住職レター H24年9月号

 『暑さ寒さも彼岸まで』の諺どおりに猛暑もやわらぎ、朝夕は涼風を感じるようになりました。
 9月に入り、本堂の北側の廊下の張り替えと土壁塗りの工事を檀家でもある大工と左官のご兄弟の手により済ませました。雨風の入ってくる吹きさらしの暗い廊下も強風でポロポロ落ちてきていた土壁も、新しいサッシの入った快適で明るい廊下に生まれ変わりました。
 それに引き続いて南側の大規模な修繕工事が始まりました。本堂の南の入口は傾斜がひどく、ビー玉を置くと転がるような有様でした。その上、床も歩くたびにグラグラしていて気になっていました。このままでは、屋根の重みに耐えきれないだろうと、この度、護寺会のご尽力で修繕工事が行われることになったのです。
 考えてみれば築200年も超える木造建築です。人間と同じで老朽化すればガタもくるというものです。悪い箇所は外科手術も必要ですし、日々のメンテナンスも大切です。

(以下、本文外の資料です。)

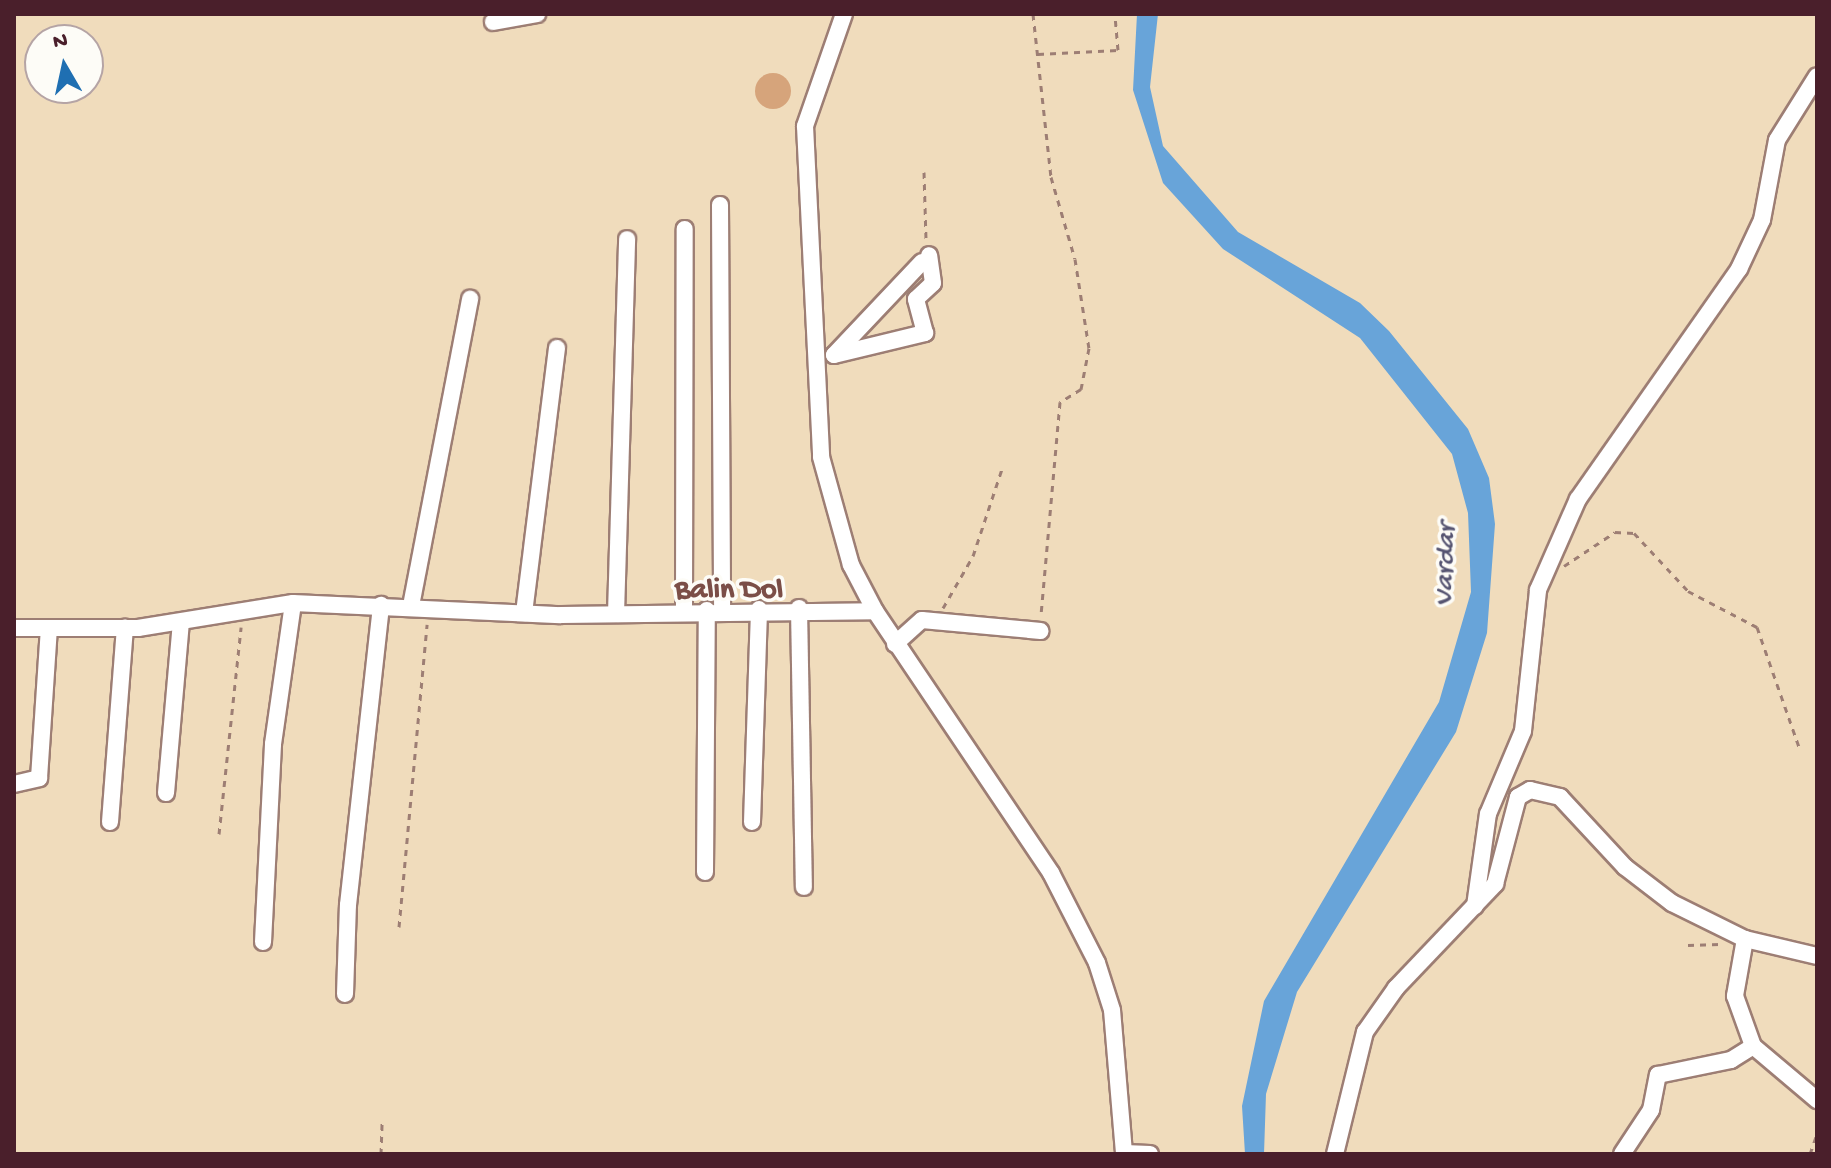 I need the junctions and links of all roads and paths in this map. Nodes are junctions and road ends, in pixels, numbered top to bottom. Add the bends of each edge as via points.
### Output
1 (537, 14) edge
2 (844, 14) edge
3 (1033, 14) edge
4 (1115, 14) edge
5 (493, 22) dead end
6 (1037, 54) junction
7 (1817, 76) edge
8 (924, 172) dead end
9 (720, 205) dead end
10 (685, 229) dead end
11 (627, 239) dead end
12 (925, 259) junction
13 (470, 299) dead end
14 (557, 348) dead end
15 (834, 355) junction
16 (817, 388) junction
17 (1002, 469) dead end
18 (1550, 561) junction
19 (293, 603) junction
20 (381, 605) junction
21 (411, 606) junction
22 (429, 607) junction
23 (799, 608) junction
24 (239, 609) junction
25 (759, 609) junction
26 (714, 610) junction
27 (684, 611) junction
28 (875, 611) junction
29 (524, 613) junction
30 (616, 614) junction
31 (934, 621) junction
32 (181, 623) junction
33 (14, 628) edge
34 (125, 628) junction
35 (49, 629) junction
36 (1040, 631) joint
37 (895, 644) junction
38 (1799, 747) dead end
39 (14, 784) edge
40 (166, 793) dead end
41 (110, 822) dead end
42 (752, 822) dead end
43 (219, 834) dead end
44 (705, 872) dead end
45 (804, 887) dead end
46 (1475, 906) junction
47 (399, 927) dead end
48 (263, 942) dead end
49 (1744, 942) junction
50 (1688, 945) dead end
51 (1817, 956) edge
52 (345, 994) dead end
53 (1753, 1046) junction
54 (1817, 1100) edge
55 (382, 1122) dead end
56 (1817, 1134) edge
57 (381, 1154) edge
58 (1123, 1154) edge
59 (1150, 1154) edge
60 (1335, 1154) edge
61 (1622, 1154) edge
62 (1810, 1154) edge

1 - 5 street
2 - 16 street via 805,126
3 - 6 path
4 - 6 path via 1118,50
6 - 36 path via 1051,177 1075,259 1089,348 1081,389 1060,402
7 - 18 street via 1777,140 1762,220 1739,269 1578,499
8 - 12 path
9 - 26 street
10 - 27 street
11 - 30 street
12 - 15 street
12 - 15 street via 933,283 916,299 925,333
13 - 21 street
14 - 29 street
15 - 16 street
16 - 28 street via 821,457 851,565
17 - 31 path via 973,556
18 - 38 path via 1573,564 1615,532 1641,537 1693,595 1762,632
18 - 46 street via 1530,616 1523,731 1488,814
19 - 20 street
19 - 24 street
19 - 48 street via 273,744
20 - 21 street
20 - 52 street via 348,905
21 - 22 street
22 - 29 street
22 - 47 path
23 - 25 street
23 - 28 street
23 - 45 street
24 - 32 street
24 - 43 path
25 - 26 street
25 - 42 street
26 - 27 street
26 - 44 street
27 - 30 street
28 - 37 street
29 - 30 street
31 - 36 street
31 - 37 street via 913,622
32 - 34 street
32 - 40 street
33 - 35 street
34 - 35 street
34 - 41 street
35 - 39 street via 39,778
37 - 58 street via 1051,873 1097,963 1112,1010
46 - 49 street via 1495,884 1518,797 1546,789 1672,903
46 - 60 street via 1396,988 1365,1032
49 - 50 path
49 - 51 street
49 - 53 street via 1735,996
53 - 54 street
53 - 61 street via 1731,1060 1658,1075 1651,1110
55 - 57 path
56 - 62 path
58 - 59 street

 私たちが住まわせていただいている庫裏は十余年前にリフォームしていますが、建て直しではなく、古民家再生という方法を選びました。今は亡き母の希望で、まだ使える建具は徹底的に使っていますので、風呂の引き戸は、昔ながらのガラスの引き戸をペンキで塗ったものだったり、柱には兄の友人が書いた古い落書きがそのままだったりしますが、それはそれで味わいがあって楽しいものです。黒々とした柱や太い梁は趣がありますし、ここに暮らした先祖や歴住方の歴史を感じることができます。高い天井は掃除がしにくいし、時々ススがふってきたりするのもご愛嬌かなと思いながら日々暮らしております。